Records from a data collection
Content starts

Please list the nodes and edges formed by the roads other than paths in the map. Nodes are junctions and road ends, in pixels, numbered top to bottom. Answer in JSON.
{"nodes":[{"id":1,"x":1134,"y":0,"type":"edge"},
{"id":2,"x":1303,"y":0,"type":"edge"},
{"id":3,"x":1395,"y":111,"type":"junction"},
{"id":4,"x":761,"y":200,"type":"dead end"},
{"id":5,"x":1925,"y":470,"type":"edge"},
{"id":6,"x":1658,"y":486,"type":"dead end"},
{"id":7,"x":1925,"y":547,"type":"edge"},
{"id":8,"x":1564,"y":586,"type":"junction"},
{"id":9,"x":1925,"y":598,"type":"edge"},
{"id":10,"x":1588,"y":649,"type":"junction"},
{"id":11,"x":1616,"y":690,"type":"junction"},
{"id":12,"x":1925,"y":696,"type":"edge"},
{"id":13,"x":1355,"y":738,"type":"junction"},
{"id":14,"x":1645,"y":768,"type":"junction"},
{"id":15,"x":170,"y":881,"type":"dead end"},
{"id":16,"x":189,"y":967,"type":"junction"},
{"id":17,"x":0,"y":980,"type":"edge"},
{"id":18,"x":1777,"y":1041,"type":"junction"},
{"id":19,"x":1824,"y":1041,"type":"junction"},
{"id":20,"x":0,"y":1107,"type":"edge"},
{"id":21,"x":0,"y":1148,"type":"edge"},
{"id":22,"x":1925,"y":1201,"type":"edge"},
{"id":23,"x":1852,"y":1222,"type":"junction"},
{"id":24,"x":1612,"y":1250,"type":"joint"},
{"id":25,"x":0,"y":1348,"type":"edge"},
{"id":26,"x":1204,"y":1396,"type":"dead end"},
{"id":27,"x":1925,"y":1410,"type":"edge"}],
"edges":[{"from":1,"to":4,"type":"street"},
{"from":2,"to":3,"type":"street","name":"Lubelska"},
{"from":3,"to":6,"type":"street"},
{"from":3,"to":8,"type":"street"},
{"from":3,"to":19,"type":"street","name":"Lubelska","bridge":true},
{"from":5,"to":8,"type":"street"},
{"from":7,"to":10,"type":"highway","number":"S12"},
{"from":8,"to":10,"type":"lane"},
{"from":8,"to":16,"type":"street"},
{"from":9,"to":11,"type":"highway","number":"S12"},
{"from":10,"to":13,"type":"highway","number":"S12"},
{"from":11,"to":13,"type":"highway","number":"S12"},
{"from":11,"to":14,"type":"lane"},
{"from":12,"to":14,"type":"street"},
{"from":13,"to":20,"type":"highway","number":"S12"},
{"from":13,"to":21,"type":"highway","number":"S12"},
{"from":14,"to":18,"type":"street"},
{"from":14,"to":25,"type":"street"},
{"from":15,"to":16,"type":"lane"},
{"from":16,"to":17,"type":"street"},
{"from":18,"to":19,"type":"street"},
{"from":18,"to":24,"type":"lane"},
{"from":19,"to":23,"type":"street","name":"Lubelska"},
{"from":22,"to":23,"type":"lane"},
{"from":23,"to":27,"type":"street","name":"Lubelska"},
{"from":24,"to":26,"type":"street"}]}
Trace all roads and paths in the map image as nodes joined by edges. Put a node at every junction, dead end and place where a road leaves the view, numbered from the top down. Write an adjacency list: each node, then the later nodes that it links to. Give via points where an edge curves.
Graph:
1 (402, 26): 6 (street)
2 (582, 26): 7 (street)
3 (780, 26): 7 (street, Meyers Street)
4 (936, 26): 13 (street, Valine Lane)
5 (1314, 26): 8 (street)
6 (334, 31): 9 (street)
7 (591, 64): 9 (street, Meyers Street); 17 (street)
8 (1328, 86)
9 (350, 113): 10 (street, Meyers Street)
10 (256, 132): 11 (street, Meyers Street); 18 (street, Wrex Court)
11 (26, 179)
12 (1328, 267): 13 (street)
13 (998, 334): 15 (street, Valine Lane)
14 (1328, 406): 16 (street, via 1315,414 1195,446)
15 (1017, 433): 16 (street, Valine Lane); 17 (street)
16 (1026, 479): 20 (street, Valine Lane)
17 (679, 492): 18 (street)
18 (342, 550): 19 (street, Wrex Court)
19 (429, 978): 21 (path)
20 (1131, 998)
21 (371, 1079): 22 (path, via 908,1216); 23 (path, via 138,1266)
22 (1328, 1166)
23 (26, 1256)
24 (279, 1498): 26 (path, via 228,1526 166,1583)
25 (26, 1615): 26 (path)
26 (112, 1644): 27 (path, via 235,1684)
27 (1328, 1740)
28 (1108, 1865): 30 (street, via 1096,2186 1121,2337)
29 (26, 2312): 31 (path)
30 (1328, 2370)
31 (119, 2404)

Content ends

Activity
Look through the records and gather each line with the word "Court".

Exercise output
10 (256, 132): 11 (street, Meyers Street); 18 (street, Wrex Court)
18 (342, 550): 19 (street, Wrex Court)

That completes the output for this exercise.